EXERCISE DIRECTIONS:
Scan the records for "network". Report each line that includes it.
--- EXERCISE INPUTS Enclosed Below ---
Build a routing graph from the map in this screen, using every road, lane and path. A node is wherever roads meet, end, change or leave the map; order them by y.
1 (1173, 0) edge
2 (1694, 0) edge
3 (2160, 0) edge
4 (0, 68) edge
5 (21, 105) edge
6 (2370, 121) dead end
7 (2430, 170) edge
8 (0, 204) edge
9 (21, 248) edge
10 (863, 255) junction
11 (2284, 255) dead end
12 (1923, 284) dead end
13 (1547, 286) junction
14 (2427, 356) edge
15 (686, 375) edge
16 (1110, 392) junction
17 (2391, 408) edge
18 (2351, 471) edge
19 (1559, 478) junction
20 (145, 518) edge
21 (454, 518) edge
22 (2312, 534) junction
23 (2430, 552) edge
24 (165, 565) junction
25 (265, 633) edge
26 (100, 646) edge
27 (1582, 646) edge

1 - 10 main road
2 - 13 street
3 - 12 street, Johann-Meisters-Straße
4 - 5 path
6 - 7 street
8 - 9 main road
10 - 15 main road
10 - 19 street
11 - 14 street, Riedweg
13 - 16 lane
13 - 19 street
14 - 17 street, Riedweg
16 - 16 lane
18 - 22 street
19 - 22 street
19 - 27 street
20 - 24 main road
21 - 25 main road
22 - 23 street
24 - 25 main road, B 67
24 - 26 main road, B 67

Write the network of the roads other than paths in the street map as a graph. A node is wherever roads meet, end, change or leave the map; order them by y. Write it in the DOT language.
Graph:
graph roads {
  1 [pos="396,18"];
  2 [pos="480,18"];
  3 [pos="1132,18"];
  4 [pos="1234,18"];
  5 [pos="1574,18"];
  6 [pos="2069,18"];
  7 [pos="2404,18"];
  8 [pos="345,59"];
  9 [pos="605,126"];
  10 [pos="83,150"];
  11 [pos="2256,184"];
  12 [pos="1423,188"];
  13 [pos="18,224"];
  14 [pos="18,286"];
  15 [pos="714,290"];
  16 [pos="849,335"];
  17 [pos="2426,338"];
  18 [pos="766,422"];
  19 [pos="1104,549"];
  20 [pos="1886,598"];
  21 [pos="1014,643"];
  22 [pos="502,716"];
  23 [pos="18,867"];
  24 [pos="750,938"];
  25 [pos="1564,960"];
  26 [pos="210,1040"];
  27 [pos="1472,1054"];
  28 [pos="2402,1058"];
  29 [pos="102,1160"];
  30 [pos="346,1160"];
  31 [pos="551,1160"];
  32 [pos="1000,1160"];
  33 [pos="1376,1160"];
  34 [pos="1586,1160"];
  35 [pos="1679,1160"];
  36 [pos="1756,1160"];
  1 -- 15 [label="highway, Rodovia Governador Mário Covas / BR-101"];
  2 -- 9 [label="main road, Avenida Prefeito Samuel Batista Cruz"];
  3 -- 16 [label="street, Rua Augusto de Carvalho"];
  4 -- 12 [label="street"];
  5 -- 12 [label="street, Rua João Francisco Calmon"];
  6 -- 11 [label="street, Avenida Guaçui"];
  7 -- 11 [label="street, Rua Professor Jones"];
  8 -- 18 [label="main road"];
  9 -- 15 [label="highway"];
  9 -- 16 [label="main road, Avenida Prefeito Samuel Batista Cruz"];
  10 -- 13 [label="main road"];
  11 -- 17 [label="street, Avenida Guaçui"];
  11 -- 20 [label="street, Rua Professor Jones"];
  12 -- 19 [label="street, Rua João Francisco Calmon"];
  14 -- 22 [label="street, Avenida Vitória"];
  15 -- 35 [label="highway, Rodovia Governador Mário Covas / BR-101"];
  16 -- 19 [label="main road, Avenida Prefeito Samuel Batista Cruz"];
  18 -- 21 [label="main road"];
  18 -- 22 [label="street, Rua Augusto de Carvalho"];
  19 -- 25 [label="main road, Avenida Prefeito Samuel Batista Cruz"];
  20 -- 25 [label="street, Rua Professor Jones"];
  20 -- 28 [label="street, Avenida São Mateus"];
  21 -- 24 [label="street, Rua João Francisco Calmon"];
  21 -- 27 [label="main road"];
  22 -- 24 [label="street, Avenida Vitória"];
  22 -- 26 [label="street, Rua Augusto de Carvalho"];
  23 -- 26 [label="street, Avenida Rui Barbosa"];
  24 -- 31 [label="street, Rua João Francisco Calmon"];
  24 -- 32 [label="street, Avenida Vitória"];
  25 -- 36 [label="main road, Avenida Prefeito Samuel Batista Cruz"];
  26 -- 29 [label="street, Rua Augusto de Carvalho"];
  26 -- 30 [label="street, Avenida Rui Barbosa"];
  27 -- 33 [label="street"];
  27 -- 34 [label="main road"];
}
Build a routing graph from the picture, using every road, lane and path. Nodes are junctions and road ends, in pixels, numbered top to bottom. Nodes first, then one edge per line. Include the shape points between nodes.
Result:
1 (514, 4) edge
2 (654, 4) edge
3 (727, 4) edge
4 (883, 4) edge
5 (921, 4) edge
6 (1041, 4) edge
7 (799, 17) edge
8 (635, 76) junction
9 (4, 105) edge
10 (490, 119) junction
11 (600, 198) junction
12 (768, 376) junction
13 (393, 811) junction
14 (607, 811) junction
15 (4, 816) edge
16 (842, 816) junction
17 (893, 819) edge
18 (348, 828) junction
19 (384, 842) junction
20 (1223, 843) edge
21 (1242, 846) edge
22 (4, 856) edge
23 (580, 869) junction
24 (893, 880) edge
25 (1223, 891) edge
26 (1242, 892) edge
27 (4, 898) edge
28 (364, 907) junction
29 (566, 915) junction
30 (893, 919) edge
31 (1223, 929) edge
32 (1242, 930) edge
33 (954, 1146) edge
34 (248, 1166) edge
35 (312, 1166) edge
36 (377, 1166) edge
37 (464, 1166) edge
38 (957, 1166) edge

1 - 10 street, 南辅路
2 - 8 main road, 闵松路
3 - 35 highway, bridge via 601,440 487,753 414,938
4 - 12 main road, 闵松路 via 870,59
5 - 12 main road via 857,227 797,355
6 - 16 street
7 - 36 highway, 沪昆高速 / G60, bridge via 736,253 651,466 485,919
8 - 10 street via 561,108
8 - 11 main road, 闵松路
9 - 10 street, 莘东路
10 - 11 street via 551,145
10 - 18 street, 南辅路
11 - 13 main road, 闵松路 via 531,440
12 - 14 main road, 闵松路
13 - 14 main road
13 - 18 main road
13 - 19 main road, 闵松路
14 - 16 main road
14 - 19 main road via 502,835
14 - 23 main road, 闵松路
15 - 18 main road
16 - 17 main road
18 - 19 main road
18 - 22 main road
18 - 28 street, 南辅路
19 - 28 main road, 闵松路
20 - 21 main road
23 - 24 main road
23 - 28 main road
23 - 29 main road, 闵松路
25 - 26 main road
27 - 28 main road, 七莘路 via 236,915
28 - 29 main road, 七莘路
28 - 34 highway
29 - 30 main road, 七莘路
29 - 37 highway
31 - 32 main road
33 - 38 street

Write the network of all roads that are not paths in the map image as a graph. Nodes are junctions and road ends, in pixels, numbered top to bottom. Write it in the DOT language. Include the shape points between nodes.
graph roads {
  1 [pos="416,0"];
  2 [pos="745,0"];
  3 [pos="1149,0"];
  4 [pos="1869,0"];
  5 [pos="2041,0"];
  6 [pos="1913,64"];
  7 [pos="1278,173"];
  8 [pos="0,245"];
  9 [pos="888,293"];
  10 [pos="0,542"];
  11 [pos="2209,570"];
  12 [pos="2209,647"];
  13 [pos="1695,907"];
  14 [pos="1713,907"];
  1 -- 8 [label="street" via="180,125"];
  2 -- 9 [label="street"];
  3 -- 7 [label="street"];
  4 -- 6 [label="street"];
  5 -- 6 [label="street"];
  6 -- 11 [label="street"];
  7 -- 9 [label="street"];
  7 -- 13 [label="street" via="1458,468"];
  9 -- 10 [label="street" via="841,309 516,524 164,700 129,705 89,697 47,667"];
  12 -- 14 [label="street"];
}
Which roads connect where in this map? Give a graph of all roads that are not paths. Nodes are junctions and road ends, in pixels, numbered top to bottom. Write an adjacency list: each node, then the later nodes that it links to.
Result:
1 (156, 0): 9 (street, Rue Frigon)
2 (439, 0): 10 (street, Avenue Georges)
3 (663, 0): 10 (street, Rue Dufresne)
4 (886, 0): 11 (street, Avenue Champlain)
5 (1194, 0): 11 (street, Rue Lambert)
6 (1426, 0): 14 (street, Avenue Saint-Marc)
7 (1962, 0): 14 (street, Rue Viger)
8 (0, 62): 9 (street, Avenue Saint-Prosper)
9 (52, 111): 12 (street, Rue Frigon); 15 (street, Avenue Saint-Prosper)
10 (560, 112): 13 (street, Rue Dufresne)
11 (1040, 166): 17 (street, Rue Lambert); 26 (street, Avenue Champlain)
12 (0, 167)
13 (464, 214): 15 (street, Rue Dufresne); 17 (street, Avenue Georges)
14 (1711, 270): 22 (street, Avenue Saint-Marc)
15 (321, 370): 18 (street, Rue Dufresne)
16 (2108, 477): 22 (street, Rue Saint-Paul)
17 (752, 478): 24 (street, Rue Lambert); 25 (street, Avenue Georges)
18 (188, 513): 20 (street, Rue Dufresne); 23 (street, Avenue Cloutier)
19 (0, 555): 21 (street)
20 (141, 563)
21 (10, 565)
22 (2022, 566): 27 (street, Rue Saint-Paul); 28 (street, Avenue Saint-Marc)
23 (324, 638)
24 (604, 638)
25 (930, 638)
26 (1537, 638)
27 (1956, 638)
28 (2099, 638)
--- End of Enclosed EXERCISE INPUTS ---
WRITTEN ANSWER:
Write the network of the roads other than paths in the street map as a graph. A node is wherever roads meet, end, change or leave the map; order them by y. Write it in the DOT language.
Write the network of all roads that are not paths in the map image as a graph. Nodes are junctions and road ends, in pixels, numbered top to bottom. Write it in the DOT language. Include the shape points between nodes.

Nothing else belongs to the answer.